JBIG and JBIG2 give a good compression percentage with both state of the art method and proposed approach. JBIG and JBIG2 standards are mainly developed for bi-level images but can be used on other types of images as well. Figure 2(b) and (c) shows input image encoded directly in JBIG and JBIG2 format while Fig. 2(e) and (f) shows input image applied with Adaptive thresholding followed by JBIG and JBIG2 format encoding. The perceptual quality of image encoded with JBIG after adaptive thresholding format is better than directly encoded JBIG images.

Fig. 2.
figure 2

Comparison of image formats with and without adaptive thresholding

It can be seen that the images directly encoded as JBIG in Fig. 2(b) have faded horizontal rulers as compared to Fig. 2(e). Also, the higher compression achieved by JBIG2 encoding, without the pre-processing step, comes at a cost of perceptual degradation of image quality. Figure 2(c) also shows that the horizontal lines in the text are lost (which are still there in JBIG2 files after adaptive thresholding in Fig. 2(f)) which points towards the fact that a grayscale/colored image input encoded directly may lead to loss of legibility in a few cases. JBIG2 when used in lossy mode, can potentially alter text in a way that’s not discernible as corruption. This is in contrast to some other algorithms, which simply degrade into a blur, making the compression artifacts obvious. Since JBIG2 tries to match up similar-looking symbols, the numbers ‘6’ and ‘8’ may get replaced for example.

The PBM, JBIG, and JBIG2 are bi-level formats. Though they themselves are sufficient in binarising given images when a given image is saved in these formats, but the quality of saved images need not necessarily be satisfactory for all the cases. Hence, the adaptive thresholding of grayscale images in accordance to the proposed approach not only binarizes the image at good quality without any perceptual degradation but also helps in optimizing the compression achieved by various image formats. Different image formats used to save the binarized files may have different system/software requirements at the time of their use.
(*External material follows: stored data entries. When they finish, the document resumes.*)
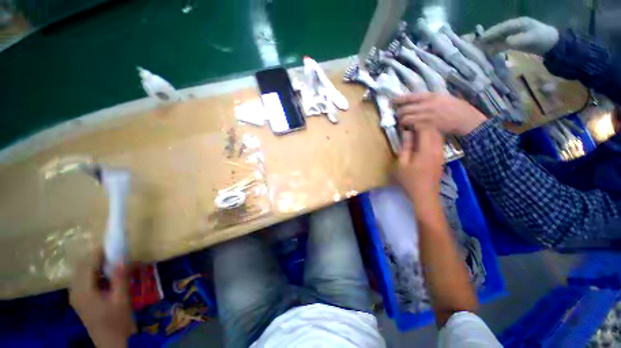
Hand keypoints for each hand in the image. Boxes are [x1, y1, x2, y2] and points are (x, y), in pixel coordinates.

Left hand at [69, 250, 134, 347]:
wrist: (110, 343)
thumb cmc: (117, 321)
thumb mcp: (122, 300)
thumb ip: (120, 278)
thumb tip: (122, 257)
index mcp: (83, 291)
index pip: (88, 264)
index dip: (100, 253)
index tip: (114, 244)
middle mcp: (75, 291)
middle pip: (83, 267)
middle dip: (98, 257)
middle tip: (116, 253)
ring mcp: (75, 296)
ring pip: (82, 272)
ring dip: (96, 265)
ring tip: (113, 263)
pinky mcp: (79, 299)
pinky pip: (84, 279)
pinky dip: (94, 273)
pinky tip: (106, 276)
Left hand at [394, 93, 486, 135]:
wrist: (466, 119)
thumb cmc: (457, 107)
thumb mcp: (444, 97)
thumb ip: (429, 99)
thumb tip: (416, 100)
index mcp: (431, 96)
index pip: (410, 96)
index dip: (399, 99)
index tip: (392, 100)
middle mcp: (426, 105)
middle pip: (404, 109)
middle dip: (398, 113)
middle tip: (398, 116)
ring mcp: (425, 117)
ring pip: (405, 119)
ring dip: (401, 122)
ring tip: (402, 123)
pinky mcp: (426, 127)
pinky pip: (411, 127)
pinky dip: (407, 128)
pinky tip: (408, 129)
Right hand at [395, 124, 444, 200]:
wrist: (425, 195)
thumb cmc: (410, 180)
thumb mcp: (402, 164)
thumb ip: (405, 147)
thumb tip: (407, 133)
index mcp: (427, 149)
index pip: (425, 128)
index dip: (416, 122)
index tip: (407, 121)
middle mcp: (437, 148)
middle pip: (434, 129)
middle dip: (423, 123)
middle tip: (411, 124)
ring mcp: (441, 153)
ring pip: (438, 134)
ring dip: (428, 129)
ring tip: (415, 130)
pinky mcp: (441, 157)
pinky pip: (438, 141)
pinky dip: (431, 136)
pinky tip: (422, 140)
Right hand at [479, 17, 558, 55]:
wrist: (553, 44)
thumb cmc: (542, 40)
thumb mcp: (532, 39)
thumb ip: (519, 39)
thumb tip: (506, 41)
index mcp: (518, 23)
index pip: (502, 27)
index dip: (491, 33)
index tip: (480, 39)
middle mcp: (515, 27)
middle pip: (498, 32)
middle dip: (487, 37)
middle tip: (475, 44)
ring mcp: (515, 33)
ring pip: (499, 37)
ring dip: (490, 42)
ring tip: (479, 49)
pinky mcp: (515, 40)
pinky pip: (502, 43)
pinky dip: (495, 47)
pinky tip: (490, 52)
For example JBIG2 format, despite giving the highest compression after proposed algorithm, is a fairly new format to save files, hence there are not many image viewers that incorporate the decoder for the image format.The inference, hence, drawn from given results and discussions is that the file size can be greatly reduced by using the suitable file format on noise free bi-level images.

6 Conclusion

In this paper, we have presented a simple, but reliable and efficient approach to reduce the size of scanned textual documents. The varied results achieved by different methods can be opted on the basis of requirements of operational units.
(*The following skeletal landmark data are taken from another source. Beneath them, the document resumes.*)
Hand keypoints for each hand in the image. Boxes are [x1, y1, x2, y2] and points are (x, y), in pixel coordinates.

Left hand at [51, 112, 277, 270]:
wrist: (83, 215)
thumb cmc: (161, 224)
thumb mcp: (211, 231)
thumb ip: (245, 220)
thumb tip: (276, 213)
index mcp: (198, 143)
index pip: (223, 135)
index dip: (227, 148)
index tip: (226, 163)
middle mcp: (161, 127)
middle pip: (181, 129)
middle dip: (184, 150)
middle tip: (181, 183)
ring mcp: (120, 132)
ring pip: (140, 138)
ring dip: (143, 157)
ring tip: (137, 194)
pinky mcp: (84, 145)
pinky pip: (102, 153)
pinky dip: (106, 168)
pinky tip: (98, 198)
Our contribution lies in introducing the step of adaptive thresholding which removes noise from input images. The binarization of given grayscale document, through adaptive thresholding, reduces the required number of bits per pixel without any information loss and degradation of the quality of image. Noise removal by proposed approach leads to better compression and clarity of document images. These steps of binarization, compression through noise removal and use of suitable image format appropriately work together to achieve good compression that not only reduces file size but also enhances image clarity and maintains data integrity. Thus, the approach presented in the paper can be used as an effective methodology in any organization to achieve high image compression for scanned documents with efficient cost incurred.